By contrast, we are less likely to see cases whereby an Employer argues that the LADs rate does not compensate it for the losses that it has actually incurred. What then? Is the LADs rate capped or, as lawyers tend to call it, an ‘exhaustive remedy’ for losses relating to delay?

The general principle in any construction contract which contains an agreed rate for liquidated and ascertained damages (“LADs”) is that damages for delay are capped at that amount times the length of the delay suffered by the Employer. This effectively serves to limit the Contractor’s liability.

This is a long-standing principle enshrined in the case of Temloc v Errill Properties [1987] and the reason why parties spend time assessing what the likely impact of delay will be to an Employer. The LADs rate is then set as constituting a genuine pre-estimate of that loss.

But further case law (Chattan Developments v Reigill Engineering [2008]) requires the contract to be read as a whole and interpreted as such, which requires a proper analysis of what the contract says to understand the intent of the parties.

As Ramsey J (as he was) said at para 31 of Chattan Developments:

“Unliquidated damages are not recoverable because the parties' agreement of liquidated damages replaces the remedy which would otherwise be available for breach. As can be seen from Temloc, the question of whether unliquidated damages could be recovered was a matter of the interpretation of the agreement from which it was possible to find a clear intention to exclude that remedy. In the case of a written agreement, that clear intention can be usually derived by construing the terms of the written agreement as a whole. For example, it was not necessary in Temloc for there to be an express exclusion clause to preclude the remedy of unliquidated damages.”

The difference in Temloc is that the LADs rate was expressed as “£nil” and it was clear that only liquidated damages were contemplated by the parties. The question is whether that would also be the case where the contract has an amendment giving the contract administrator the power to deduct any damages which are ‘fair and reasonable’ for delay from a loss & expense claim by a contractor. The situation is not so clear, is it? In those circumstances, the parties have clearly agreed (by express amendment) that some element of unliquidated damages could be recovered for delay above and beyond the LADs rate. Reading the contract as a whole, then unliquidated sums could (and perhaps, should) conceivably be claimed subject to the usual rules of evidence.
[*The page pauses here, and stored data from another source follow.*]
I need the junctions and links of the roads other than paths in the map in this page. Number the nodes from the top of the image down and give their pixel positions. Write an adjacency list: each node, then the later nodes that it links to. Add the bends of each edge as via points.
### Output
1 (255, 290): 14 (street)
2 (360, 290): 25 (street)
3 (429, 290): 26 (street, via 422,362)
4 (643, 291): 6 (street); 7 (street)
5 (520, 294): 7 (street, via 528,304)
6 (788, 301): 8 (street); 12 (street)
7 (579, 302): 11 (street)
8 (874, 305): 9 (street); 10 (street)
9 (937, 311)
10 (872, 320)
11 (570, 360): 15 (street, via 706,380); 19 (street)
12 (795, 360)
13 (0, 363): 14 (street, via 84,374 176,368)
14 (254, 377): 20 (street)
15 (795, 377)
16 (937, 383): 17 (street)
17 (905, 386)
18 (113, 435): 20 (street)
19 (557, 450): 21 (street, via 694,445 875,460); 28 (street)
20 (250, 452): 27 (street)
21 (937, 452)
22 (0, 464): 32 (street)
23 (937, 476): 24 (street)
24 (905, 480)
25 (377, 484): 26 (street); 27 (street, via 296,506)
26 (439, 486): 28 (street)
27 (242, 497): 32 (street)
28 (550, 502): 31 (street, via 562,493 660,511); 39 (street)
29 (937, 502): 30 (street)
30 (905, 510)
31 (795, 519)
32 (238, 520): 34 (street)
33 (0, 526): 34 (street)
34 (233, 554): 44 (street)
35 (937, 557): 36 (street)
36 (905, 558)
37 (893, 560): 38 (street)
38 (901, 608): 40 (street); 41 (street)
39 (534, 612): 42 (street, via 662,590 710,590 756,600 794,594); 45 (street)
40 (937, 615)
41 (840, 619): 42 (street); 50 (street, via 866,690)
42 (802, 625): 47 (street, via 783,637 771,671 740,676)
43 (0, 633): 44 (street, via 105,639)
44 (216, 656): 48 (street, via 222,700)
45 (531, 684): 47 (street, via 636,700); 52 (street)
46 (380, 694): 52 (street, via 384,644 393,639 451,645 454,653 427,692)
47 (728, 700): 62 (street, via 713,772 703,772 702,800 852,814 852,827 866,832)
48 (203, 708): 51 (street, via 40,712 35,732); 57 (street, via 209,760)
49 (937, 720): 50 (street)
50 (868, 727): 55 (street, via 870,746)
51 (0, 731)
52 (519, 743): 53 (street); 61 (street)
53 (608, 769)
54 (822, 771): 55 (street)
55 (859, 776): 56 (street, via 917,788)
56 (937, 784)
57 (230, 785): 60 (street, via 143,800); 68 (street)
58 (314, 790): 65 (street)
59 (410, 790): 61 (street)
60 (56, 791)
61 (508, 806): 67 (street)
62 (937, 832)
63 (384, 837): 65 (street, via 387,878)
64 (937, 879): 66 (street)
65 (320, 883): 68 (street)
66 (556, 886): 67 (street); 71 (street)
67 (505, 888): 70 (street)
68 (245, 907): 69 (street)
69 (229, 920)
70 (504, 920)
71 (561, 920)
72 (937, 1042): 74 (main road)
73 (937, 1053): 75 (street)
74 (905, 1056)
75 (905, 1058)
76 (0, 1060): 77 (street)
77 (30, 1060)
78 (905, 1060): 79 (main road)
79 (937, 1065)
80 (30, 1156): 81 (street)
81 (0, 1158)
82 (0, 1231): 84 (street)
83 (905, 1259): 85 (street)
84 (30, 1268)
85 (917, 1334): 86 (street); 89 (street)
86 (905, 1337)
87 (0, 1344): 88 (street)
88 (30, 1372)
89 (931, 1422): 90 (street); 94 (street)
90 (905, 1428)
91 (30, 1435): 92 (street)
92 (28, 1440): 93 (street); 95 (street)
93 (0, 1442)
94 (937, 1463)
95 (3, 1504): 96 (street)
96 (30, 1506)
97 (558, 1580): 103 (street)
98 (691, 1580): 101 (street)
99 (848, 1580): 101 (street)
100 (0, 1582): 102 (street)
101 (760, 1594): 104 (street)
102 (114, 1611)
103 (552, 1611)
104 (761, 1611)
The clear message is to ensure that the LADs provision adequately covers an Employer for any delay, howsoever arising, at the time of agreeing the contractual terms. The courts are slow to construe the rate as a penalty unless it is grossly exaggerated so there is some recognition that it may be difficult to accurately predict the consequences of delayed completion. This will be even more important where an Employer has obligations to third parties reliant on timely handover.

Incidentally, if there is any reason for the LADs rate to be unenforceable, this may be a way of lifting any cap on recovery of losses. Similarly, if the circumstances arise whereby the Employer has no option but to operate termination provisions, then it may be that the LADs clause does not survive such termination at all in which case there may be a claim for general losses.

Much depends on the wording of the contract, so check that the position is the same as you have agreed before (or not) as this area of law can be extremely fact-sensitive. 

These notes have been prepared for the purpose of an article only. They should not be regarded as a substitute for taking legal advice.